**Task input**.
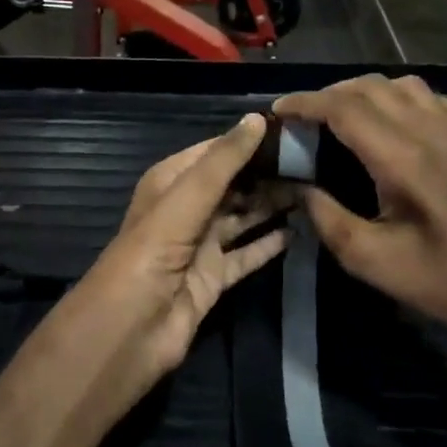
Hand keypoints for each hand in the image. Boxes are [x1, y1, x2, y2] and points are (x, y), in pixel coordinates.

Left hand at [70, 114, 293, 407]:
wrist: (131, 327)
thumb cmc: (154, 250)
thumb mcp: (187, 196)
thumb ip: (224, 160)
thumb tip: (258, 118)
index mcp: (170, 182)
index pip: (214, 152)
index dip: (248, 141)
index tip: (292, 131)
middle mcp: (185, 210)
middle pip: (232, 185)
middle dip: (266, 174)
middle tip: (315, 162)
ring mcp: (200, 246)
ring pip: (242, 218)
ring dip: (272, 206)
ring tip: (315, 190)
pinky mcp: (214, 278)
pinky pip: (247, 255)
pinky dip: (270, 244)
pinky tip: (300, 231)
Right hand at [272, 75, 446, 378]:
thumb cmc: (433, 279)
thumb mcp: (365, 258)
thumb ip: (324, 215)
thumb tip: (296, 184)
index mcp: (403, 161)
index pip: (345, 109)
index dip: (306, 103)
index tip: (279, 109)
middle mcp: (431, 134)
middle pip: (371, 87)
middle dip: (328, 94)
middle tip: (302, 116)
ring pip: (404, 84)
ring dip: (366, 90)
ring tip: (342, 111)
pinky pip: (437, 98)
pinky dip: (408, 97)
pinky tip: (398, 117)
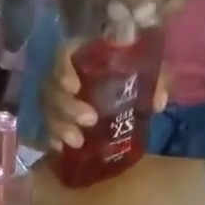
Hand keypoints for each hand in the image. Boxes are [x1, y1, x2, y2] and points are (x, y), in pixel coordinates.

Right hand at [39, 37, 169, 150]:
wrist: (127, 99)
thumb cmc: (133, 79)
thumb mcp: (148, 75)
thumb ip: (155, 82)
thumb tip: (158, 102)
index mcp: (84, 56)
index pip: (63, 54)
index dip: (63, 69)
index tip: (75, 86)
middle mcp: (65, 77)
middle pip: (51, 87)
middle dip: (67, 106)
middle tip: (90, 120)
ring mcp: (59, 102)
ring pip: (47, 111)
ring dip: (60, 127)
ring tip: (78, 142)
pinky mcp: (58, 123)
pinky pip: (47, 131)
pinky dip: (53, 140)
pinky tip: (62, 149)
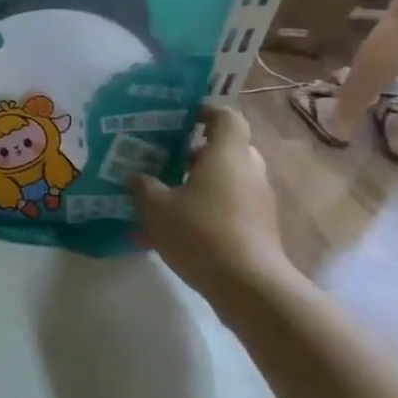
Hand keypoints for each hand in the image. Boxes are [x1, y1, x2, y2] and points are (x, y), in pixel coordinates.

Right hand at [130, 103, 290, 302]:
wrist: (249, 286)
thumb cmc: (200, 233)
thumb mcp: (155, 206)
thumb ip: (143, 185)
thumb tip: (138, 175)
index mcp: (226, 155)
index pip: (226, 117)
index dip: (206, 111)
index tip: (181, 117)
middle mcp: (248, 170)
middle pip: (229, 147)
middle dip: (199, 150)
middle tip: (167, 156)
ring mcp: (259, 199)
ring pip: (230, 176)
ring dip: (203, 178)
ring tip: (168, 190)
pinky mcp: (260, 225)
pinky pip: (233, 200)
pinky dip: (211, 202)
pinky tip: (182, 220)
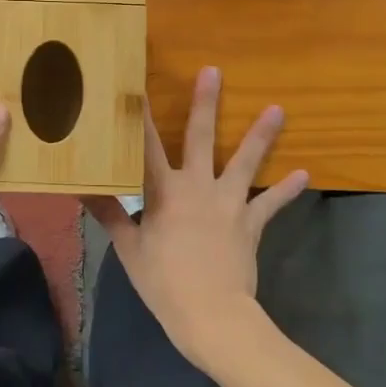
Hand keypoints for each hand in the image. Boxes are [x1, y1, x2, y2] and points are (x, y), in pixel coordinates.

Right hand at [85, 66, 307, 374]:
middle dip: (206, 104)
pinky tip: (304, 174)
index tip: (138, 85)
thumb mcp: (129, 249)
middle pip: (202, 138)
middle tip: (213, 71)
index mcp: (163, 191)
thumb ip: (109, 214)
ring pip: (245, 162)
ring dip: (261, 135)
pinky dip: (286, 190)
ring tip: (277, 109)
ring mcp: (228, 203)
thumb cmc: (164, 282)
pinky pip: (270, 203)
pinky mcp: (250, 223)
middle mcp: (197, 186)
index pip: (147, 146)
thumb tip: (81, 189)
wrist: (212, 314)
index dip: (142, 115)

**Task details**. If the word "Right" appears in a line above, copy that line.

**Written answer**.
Right hand at [272, 75, 446, 378]:
Right hand at [39, 37, 169, 150]:
Right hand at [130, 103, 290, 302]:
Right hand at [85, 66, 307, 374]:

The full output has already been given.